Resource limits & dev logging

The full single-mesh stack (central-1/central-2 + the four site nodes) can OOM-kill central-1 on a loaded host. Two settings in the compose file guard against that:

  • EF Core + ASP.NET Core logs are pinned to Warning on every host node (Serilog__MinimumLevel__Override__Microsoft.EntityFrameworkCore / …Microsoft.AspNetCore = Warning). The host logs via Serilog (AddZbSerilogReadFrom.Configuration), and in Development the default level is Debug — without these overrides every Deployment-poll emits an Executed DbCommand / SELECT … FROM [Deployment] line, flooding the Serilog pipeline and starving the Akka cluster heartbeat thread. Application + Akka log levels are left untouched, so this only silences the per-poll SQL chatter. To temporarily restore the SQL log flood for debugging, drop those two env vars (or set them back to Information) on the node you're inspecting.
  • Each host node has mem_limit: 1g (mem_reservation: 512m). A quiet solo central-1 measures ~357 MiB; the limit leaves headroom for the deploy/UI load and per-cluster driver subscriptions that push a fully-loaded node higher.
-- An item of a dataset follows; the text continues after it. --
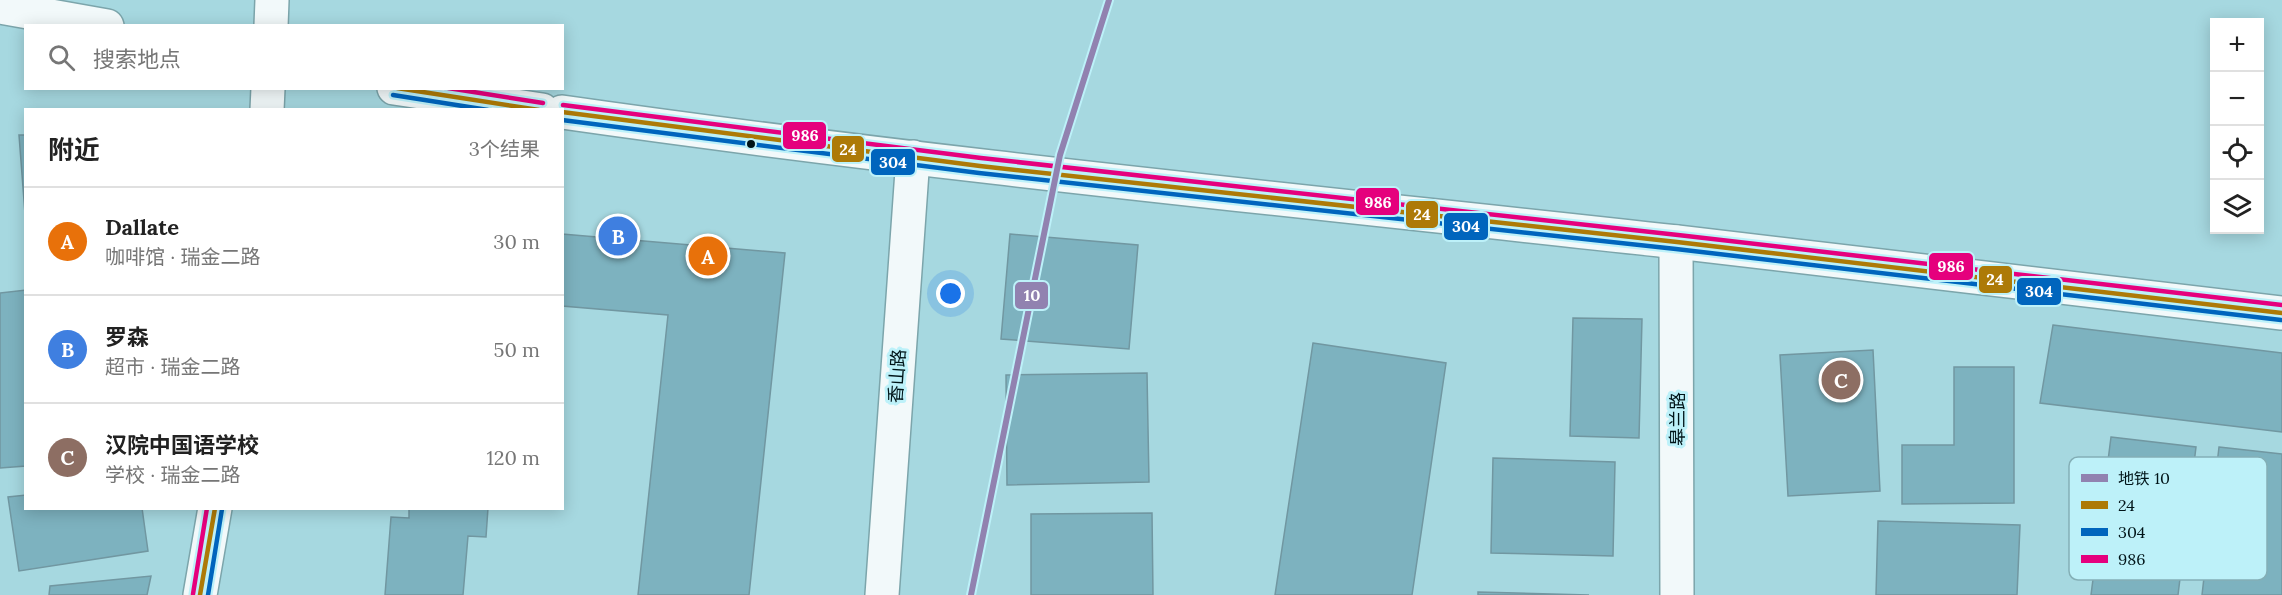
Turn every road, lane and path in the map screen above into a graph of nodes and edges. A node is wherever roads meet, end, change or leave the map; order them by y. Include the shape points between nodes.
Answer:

The limit/reservation live on the &otopcua-host anchor, so all six host services inherit them; sql, traefik, and the one-shot migrator/cluster-seed are left unbounded.

The full six-node host stack therefore needs roughly 6 GiB of Docker Desktop VM memory just for the host nodes (plus SQL Server's own footprint on top). On a constrained host, either raise the Docker Desktop VM memory or run fewer host services (e.g. just central-1 + central-2, or a single central node) rather than the full mesh.

Notes

  • This compose is for the local Mac/Linux developer rig. The team's CI + soak runs go to the remote docker host at 10.100.0.35 (see docs/v2/dev-environment.md); the file there mirrors this one with adjusted port bindings.
  • The OPC UA endpoints are reachable directly from the host (Traefik is only in front of the admin HTTP surface):
    • Main: opc.tcp://localhost:4840 (central-1), opc.tcp://localhost:4841 (central-2)
    • Site A: opc.tcp://localhost:4842 (site-a-1), opc.tcp://localhost:4843 (site-a-2)
    • Site B: opc.tcp://localhost:4844 (site-b-1), opc.tcp://localhost:4845 (site-b-2)
  • Galaxy + Wonderware drivers can't run in Linux containers (they need the Windows-only mxaccessgw + Historian SDK). On non-Windows, DriverInstanceActor.ShouldStub(driverType, roles) returns true for those types and the actor goes straight to a Stubbed state that returns deterministic success.
  • SQL persistence: ConfigDb state survives container restarts (named Docker volume). Drop the volume with down -v for a clean slate.